Court of Chancery of Delaware

August 15, 2018

In re Appraisal of AOL Inc.,

          Date Submitted: July 30, 2018.

          Stuart M. Grant, Esquire, Mary S. Thomas, Esquire, Laina M. Herbert, Esquire.

          Kevin R. Shannon, Esquire, Berton W. Ashman, Jr., Esquire, Christopher N. Kelly, Esquire.

          Sam Glasscock III. Judge

         Dear Counsel:

         On February 23, 2018, I issued a Memorandum Opinion in this appraisal action in which I determined that the fair value of one share of AOL stock was $48.70 as of the merger date.[1] In that Opinion, I noted that our Supreme Court has directed the trial courts to consider a transaction that results in fair market value as persuasive to a finding of statutory fair value.[2] Nonetheless, I concluded that circumstances in the sale of AOL precluded reliance upon the merger price as indicative of fair value.[3] As urged by the parties, I determined the value of an AOL share through a DCF analysis, but expressed concern about certain figures upon which I relied to calculate the value of unconsummated deals that I found to be part of the operative reality of AOL.[4]

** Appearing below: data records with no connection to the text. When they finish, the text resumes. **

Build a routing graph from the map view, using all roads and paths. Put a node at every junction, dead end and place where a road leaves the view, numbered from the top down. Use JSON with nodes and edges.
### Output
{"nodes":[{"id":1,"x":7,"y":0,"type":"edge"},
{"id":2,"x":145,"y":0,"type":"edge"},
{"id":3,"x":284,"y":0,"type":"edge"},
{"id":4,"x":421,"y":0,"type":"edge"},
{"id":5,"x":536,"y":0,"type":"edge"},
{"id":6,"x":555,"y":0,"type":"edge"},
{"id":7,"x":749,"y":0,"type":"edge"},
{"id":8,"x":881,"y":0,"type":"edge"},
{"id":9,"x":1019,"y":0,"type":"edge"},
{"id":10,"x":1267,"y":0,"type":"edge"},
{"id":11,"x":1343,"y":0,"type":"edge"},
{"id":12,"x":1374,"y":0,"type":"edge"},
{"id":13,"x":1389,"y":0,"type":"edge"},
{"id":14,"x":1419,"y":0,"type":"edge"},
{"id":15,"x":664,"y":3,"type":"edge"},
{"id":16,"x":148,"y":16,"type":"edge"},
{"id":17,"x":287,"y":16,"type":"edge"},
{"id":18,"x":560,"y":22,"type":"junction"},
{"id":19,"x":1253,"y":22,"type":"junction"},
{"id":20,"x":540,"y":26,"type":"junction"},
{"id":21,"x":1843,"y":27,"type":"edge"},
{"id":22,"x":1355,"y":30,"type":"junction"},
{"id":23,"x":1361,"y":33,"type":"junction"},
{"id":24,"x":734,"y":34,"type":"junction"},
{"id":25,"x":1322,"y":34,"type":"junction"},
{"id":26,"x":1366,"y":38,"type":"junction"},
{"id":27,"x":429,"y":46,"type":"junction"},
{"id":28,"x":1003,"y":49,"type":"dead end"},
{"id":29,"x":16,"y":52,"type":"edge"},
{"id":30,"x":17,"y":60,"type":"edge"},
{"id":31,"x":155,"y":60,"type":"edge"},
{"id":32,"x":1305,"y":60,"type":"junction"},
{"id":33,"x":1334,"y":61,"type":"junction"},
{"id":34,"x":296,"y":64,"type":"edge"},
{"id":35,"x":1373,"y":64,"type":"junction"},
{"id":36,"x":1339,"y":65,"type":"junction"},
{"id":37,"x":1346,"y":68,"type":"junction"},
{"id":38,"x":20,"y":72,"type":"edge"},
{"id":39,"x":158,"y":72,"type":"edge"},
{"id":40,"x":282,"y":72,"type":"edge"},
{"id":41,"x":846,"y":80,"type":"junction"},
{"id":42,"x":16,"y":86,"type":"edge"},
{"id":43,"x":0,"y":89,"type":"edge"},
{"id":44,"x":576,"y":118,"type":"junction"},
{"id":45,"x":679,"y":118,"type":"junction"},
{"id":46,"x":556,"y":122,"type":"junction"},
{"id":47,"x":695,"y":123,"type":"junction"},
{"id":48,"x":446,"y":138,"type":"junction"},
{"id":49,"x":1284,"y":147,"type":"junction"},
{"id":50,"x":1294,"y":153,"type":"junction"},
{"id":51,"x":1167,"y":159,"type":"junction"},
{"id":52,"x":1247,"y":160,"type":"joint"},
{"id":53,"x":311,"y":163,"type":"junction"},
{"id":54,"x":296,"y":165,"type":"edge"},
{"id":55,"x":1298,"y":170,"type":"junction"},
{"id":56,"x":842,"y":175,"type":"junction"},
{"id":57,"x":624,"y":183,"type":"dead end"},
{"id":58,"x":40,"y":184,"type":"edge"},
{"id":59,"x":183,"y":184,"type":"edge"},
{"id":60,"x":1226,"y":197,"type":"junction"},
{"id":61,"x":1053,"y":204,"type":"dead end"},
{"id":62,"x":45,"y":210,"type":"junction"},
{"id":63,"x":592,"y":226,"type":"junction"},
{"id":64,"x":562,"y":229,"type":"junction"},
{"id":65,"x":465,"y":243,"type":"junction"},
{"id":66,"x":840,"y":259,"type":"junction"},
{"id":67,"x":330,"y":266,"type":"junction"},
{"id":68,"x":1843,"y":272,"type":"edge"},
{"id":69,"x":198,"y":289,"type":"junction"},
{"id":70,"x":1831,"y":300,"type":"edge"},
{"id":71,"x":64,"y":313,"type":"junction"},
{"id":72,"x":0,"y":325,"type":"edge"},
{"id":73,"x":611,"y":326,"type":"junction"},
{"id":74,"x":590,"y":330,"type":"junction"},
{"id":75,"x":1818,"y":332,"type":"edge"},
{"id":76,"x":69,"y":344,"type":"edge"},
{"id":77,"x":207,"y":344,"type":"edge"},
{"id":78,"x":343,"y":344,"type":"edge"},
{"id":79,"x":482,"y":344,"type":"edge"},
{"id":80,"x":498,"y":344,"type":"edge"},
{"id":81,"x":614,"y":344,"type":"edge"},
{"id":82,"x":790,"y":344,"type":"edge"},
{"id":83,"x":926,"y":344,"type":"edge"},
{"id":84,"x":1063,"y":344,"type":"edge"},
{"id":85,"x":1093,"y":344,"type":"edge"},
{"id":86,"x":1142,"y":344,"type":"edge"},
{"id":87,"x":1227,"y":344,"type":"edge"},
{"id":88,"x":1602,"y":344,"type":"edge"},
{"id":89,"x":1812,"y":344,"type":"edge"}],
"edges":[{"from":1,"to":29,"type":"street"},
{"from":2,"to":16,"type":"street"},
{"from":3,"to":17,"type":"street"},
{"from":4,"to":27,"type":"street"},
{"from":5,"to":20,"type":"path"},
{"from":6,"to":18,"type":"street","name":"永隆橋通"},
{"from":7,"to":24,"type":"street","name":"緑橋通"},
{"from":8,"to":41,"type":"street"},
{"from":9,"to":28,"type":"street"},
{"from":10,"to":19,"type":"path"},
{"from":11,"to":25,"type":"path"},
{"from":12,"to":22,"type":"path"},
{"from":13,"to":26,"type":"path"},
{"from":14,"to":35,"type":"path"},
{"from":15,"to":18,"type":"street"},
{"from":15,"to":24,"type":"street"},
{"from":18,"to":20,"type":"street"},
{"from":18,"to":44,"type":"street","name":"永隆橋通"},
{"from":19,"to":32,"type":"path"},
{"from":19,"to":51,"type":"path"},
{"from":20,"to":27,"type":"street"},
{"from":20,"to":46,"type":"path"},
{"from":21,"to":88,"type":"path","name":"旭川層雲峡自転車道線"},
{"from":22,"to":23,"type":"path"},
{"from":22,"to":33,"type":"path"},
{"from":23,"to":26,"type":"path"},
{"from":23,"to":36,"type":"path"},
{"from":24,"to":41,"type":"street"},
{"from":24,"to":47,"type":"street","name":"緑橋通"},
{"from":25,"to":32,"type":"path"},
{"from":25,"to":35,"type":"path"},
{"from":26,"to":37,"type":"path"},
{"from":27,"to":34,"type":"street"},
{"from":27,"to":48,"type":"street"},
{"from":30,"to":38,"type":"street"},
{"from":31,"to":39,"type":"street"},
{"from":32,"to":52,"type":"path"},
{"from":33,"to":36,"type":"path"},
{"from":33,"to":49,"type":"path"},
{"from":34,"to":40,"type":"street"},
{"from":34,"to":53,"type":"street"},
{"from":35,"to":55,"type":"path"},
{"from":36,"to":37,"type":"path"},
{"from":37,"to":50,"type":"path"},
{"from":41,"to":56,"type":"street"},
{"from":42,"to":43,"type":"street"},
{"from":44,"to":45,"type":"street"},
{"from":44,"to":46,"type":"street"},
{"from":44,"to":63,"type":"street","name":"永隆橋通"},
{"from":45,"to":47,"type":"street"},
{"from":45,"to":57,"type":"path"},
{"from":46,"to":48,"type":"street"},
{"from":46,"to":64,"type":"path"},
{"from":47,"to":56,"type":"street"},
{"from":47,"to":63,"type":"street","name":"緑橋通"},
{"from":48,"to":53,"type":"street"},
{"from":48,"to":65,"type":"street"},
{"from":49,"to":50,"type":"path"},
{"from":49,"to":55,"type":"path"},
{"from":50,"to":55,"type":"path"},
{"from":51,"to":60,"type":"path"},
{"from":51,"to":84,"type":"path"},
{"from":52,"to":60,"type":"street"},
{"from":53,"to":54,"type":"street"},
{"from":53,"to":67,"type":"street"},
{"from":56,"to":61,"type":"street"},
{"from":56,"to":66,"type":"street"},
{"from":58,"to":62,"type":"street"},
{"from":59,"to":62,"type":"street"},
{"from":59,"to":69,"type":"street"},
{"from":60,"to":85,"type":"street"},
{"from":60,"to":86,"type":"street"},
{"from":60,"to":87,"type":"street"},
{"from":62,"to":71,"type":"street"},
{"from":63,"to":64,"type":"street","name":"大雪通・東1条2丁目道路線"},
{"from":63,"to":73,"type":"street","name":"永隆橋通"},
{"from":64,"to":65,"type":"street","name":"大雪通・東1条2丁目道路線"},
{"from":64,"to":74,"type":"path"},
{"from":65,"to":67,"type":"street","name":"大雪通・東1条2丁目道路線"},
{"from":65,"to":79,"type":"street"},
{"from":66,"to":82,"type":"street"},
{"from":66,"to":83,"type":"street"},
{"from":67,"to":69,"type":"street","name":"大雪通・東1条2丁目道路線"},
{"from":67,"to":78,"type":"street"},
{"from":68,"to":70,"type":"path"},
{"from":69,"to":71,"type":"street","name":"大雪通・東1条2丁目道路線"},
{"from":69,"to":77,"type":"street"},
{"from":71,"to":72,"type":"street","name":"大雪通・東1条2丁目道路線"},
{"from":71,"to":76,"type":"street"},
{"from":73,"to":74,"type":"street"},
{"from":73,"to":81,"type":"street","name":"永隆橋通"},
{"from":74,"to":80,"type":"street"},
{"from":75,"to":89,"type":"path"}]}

         Both parties moved for reargument pursuant to Court of Chancery Rule 59(f). Reargument, in my experience, is rarely efficient or productive. It has become de rigueur in appraisal actions, however, and especially so with respect to appraisals relying upon financial determinations of value developed from the reports of partisan experts. No DCF analysis, used to calculate the "exact" value of a corporation, can be sufficiently rigorous that it will not permit a good-faith argument that the value should be otherwise. This, I think, substantiates the wisdom of reliance on deal price, where appropriate; it also may explain the current popularity of motions for reargument. Reargument, however, is properly reserved for occasions where the outcome of a court's reasoning is affected by mistakes of fact or law. Where a motion seeks simply to urge the court to amend application of its discretion, reargument is not appropriate. This Court must resist the desire to achieve the "right" number in a financial analysis-a temptation particularly strong in this, an area not directly within its expertise-by revisiting such discretionary decisions in a way that encourages run-on litigation. Unlike revenge, justice is a dish that is best served warm, and the power of statutory interest further adds to the exigency. Nonetheless, this is that rare case where reargument must be granted.

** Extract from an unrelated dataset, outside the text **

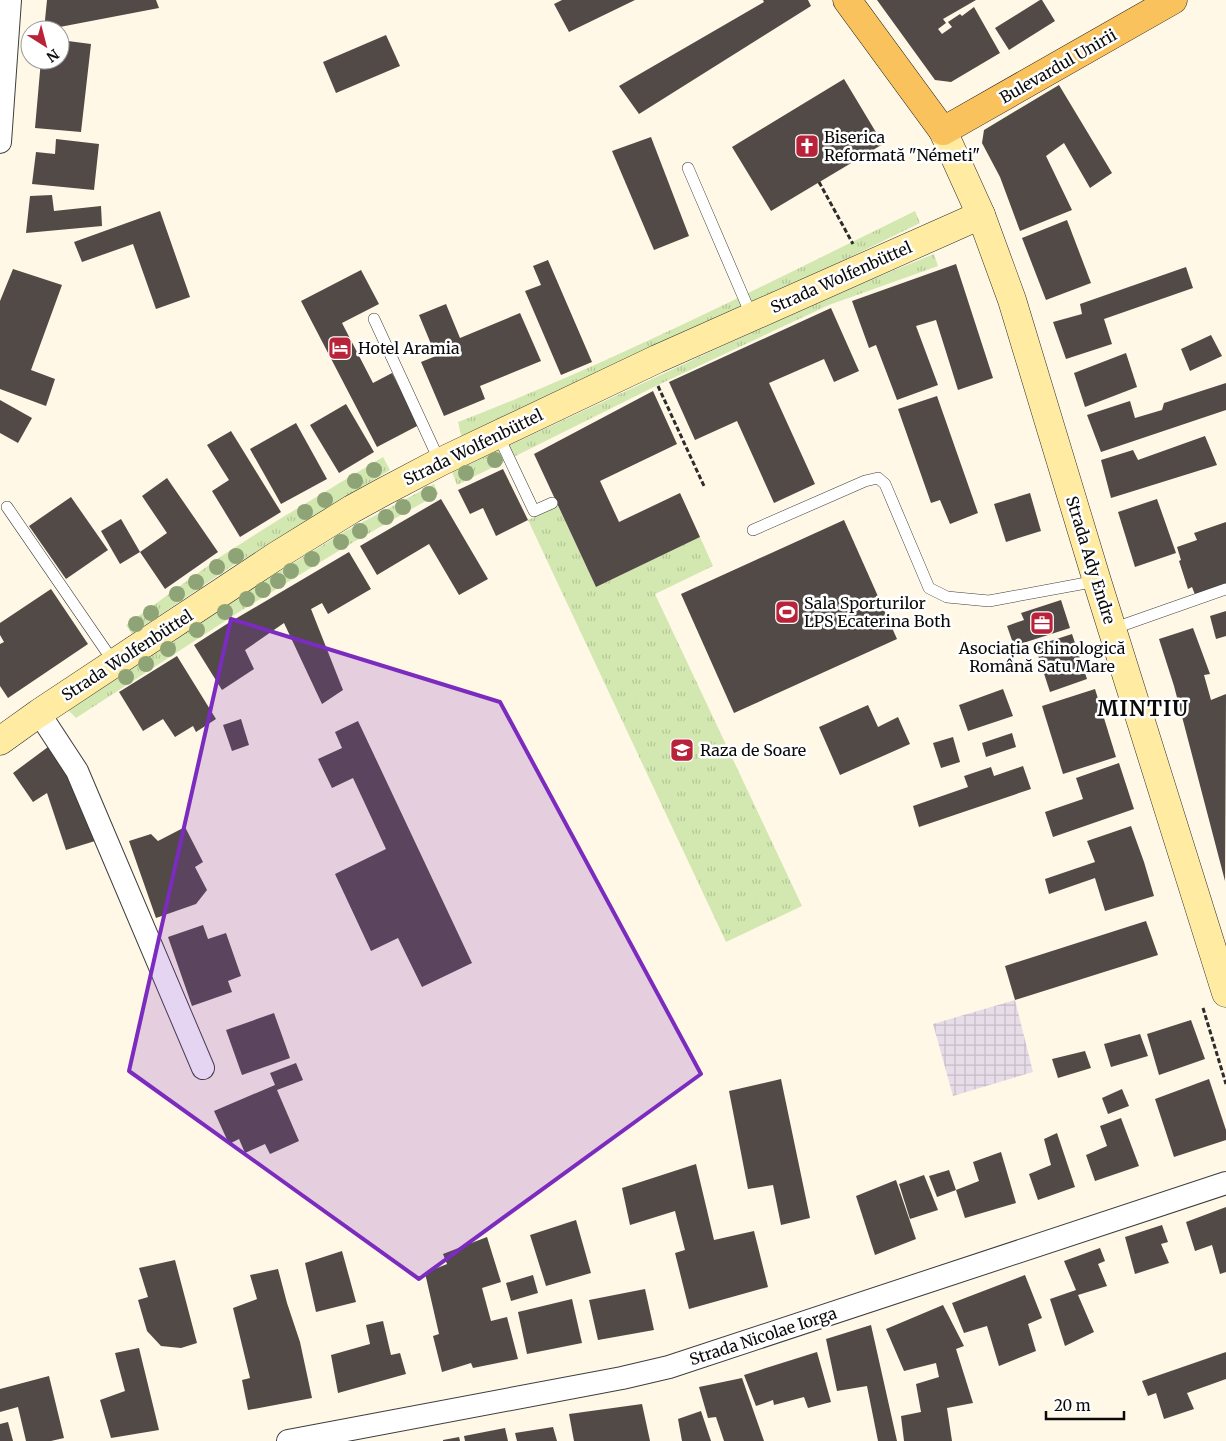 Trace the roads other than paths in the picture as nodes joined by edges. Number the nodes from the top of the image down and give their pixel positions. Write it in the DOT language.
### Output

         In my Memorandum Opinion, I found that two pending transactions-the "Display Deal" and the "Search Deal"-were part of the operative reality of AOL at the time of the transaction.[5] The Petitioners at trial largely withdrew any reliance on their financial expert, and I principally relied, therefore, on the analysis of the Respondent's expert, Dr. Fischel.[6] Fischel did not account for the value of the Display or Search Deals in his DCF, however, and I therefore amended his analysis to include the accretive value of the Deals, as I calculated them.[7] The parties, on reargument, urge me to reconsider my calculation of the value of the Display Deal and the Search Deal, as well as the Perpetuity Growth Rate (the "PGR") applied in my DCF.[8]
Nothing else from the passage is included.